▶ WHAT YOU WILL DO: All lines holding the word "America" are to be copied from the records beneath.

Saved entries:
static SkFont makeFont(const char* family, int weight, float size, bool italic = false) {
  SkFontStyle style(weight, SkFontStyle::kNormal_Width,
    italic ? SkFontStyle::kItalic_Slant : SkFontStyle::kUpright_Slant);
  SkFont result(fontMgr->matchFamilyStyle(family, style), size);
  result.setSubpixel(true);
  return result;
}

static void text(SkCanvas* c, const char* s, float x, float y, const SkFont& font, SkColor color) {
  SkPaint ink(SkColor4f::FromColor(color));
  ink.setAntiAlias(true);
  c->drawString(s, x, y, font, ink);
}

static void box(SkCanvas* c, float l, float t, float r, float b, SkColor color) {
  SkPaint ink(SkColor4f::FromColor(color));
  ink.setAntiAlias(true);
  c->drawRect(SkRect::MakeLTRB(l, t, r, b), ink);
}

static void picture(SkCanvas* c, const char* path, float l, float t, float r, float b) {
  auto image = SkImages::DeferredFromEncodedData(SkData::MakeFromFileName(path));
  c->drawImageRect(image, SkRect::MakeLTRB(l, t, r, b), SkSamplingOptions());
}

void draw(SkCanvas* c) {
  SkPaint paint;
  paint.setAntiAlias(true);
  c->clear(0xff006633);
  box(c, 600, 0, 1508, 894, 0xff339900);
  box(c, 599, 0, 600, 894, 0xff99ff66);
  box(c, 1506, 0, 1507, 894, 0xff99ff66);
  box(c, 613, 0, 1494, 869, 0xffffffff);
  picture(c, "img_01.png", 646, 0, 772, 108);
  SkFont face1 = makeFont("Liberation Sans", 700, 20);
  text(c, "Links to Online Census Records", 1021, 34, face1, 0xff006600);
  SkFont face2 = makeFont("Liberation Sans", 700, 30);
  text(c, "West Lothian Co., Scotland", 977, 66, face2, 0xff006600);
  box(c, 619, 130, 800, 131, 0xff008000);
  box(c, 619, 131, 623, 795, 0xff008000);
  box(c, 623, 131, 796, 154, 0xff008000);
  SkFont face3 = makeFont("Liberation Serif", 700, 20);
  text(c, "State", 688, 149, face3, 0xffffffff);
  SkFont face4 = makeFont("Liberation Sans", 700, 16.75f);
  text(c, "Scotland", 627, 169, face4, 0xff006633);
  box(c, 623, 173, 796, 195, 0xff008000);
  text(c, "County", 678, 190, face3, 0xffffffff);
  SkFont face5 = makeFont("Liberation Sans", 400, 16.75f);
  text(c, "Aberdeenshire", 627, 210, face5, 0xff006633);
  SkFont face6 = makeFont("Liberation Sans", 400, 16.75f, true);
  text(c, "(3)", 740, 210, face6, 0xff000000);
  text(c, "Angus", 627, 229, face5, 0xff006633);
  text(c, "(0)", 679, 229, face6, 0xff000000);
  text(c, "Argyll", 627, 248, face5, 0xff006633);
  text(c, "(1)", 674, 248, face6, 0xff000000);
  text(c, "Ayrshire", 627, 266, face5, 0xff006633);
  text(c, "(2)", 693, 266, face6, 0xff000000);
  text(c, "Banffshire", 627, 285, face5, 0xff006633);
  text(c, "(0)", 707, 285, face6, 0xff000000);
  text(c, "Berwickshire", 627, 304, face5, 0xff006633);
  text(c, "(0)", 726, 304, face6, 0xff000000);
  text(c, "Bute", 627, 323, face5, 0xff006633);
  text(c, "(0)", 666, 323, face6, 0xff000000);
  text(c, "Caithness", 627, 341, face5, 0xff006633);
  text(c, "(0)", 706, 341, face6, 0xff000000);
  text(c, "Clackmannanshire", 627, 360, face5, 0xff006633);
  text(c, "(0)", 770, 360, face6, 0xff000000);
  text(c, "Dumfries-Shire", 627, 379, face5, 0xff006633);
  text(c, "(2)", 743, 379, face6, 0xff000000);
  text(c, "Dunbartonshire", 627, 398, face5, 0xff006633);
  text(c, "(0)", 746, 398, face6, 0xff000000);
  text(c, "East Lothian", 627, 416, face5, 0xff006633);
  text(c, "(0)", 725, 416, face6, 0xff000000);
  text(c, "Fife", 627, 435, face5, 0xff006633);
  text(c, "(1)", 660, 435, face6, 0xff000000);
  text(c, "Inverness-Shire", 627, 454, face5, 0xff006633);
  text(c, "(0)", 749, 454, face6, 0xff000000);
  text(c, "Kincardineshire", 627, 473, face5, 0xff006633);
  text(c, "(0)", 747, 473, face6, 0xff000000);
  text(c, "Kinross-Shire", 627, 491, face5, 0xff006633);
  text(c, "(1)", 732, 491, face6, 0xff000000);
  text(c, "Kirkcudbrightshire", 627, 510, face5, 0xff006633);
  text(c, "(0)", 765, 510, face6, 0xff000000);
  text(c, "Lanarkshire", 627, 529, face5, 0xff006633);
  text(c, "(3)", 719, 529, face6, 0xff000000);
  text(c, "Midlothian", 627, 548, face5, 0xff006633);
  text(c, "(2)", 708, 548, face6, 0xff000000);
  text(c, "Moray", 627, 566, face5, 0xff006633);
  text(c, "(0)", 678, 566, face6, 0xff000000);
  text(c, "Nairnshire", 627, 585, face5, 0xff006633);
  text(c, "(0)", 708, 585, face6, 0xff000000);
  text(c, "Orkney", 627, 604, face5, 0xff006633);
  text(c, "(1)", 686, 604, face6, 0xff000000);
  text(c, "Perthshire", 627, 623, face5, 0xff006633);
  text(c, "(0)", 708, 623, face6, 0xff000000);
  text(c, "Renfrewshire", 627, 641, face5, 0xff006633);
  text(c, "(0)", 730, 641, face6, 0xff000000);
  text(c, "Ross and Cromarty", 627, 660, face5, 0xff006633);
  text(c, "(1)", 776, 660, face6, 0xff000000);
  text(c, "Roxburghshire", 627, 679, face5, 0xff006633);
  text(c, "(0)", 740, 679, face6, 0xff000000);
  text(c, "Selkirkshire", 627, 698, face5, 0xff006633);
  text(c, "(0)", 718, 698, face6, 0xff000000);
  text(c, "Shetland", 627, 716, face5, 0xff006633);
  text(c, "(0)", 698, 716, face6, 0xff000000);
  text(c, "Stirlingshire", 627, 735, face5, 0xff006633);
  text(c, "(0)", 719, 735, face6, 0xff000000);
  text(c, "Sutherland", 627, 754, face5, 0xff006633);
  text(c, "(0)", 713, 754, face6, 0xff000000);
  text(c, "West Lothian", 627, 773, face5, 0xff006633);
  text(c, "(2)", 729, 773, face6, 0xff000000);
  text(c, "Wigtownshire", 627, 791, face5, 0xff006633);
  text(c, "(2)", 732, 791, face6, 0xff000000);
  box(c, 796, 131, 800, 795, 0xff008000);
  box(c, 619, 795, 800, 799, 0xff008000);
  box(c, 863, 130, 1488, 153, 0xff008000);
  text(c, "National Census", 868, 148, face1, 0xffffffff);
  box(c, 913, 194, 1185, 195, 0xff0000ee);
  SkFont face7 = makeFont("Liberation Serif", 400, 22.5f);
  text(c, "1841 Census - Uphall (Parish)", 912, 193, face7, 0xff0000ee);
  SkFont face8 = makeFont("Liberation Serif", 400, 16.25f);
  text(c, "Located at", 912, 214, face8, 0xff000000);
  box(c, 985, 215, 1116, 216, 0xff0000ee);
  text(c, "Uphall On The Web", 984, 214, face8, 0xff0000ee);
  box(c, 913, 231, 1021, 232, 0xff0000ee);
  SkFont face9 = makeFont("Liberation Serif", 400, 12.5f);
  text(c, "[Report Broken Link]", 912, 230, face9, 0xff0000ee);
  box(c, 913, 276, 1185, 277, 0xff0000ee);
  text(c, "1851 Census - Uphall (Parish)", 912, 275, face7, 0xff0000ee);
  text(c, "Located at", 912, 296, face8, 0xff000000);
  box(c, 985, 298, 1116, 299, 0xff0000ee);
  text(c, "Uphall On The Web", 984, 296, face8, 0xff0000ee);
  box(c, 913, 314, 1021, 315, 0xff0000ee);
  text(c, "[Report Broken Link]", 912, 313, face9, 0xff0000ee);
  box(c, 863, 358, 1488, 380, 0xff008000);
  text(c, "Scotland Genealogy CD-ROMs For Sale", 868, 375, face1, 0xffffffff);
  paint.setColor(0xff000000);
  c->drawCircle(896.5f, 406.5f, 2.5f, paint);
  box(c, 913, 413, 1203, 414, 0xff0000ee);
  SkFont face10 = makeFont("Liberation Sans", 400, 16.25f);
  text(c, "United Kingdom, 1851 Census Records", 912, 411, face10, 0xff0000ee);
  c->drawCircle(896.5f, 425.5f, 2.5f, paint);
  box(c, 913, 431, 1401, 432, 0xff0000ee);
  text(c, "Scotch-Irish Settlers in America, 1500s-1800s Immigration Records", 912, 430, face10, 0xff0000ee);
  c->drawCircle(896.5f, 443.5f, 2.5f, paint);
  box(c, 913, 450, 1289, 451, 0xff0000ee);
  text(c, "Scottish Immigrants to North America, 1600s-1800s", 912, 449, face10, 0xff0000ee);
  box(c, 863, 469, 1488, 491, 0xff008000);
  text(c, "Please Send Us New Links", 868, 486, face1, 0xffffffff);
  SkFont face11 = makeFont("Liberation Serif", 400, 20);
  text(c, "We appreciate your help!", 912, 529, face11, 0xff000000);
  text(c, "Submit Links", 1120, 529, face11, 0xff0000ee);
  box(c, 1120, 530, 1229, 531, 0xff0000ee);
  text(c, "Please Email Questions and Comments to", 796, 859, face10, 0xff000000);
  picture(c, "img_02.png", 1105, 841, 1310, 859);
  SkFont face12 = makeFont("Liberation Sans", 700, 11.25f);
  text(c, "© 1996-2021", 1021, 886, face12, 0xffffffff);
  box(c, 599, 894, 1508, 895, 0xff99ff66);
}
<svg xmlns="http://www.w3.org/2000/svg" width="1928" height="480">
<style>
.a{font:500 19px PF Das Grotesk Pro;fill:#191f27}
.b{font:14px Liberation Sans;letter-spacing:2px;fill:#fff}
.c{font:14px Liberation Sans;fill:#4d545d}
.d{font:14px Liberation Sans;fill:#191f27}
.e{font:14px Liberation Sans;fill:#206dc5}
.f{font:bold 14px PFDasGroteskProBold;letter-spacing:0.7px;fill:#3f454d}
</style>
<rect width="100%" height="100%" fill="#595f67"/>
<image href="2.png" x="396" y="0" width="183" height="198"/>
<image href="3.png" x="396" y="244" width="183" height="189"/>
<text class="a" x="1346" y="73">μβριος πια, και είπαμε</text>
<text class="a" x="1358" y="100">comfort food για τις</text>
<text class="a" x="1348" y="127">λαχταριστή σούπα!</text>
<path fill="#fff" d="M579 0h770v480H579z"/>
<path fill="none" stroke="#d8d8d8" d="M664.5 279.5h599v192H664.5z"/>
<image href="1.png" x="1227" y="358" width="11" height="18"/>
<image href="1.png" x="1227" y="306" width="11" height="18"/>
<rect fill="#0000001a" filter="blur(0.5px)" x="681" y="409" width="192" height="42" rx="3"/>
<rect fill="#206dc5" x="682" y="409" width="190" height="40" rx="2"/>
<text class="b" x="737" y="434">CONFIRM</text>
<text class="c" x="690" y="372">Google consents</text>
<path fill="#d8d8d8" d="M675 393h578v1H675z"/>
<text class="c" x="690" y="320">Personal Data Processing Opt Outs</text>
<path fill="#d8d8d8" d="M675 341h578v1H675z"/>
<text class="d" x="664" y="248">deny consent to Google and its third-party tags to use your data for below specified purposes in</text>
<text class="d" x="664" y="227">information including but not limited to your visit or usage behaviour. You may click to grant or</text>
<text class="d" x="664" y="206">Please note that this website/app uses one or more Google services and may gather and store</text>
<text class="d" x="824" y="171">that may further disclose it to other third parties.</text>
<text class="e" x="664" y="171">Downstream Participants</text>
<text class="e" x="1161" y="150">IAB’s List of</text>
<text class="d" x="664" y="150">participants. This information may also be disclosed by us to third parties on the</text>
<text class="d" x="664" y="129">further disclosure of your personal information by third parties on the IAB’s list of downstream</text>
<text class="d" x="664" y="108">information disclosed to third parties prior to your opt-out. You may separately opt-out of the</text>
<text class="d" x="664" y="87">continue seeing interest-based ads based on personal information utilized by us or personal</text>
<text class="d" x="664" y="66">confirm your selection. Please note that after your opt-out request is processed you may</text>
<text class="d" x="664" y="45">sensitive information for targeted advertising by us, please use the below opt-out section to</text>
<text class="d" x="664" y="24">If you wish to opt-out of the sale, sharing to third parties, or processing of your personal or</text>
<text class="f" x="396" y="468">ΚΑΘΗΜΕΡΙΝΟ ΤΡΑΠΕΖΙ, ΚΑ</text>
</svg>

▶ REPLY TO THE TASK:
  text(c, "Scotch-Irish Settlers in America, 1500s-1800s Immigration Records", 912, 430, face10, 0xff0000ee);
  text(c, "Scottish Immigrants to North America, 1600s-1800s", 912, 449, face10, 0xff0000ee);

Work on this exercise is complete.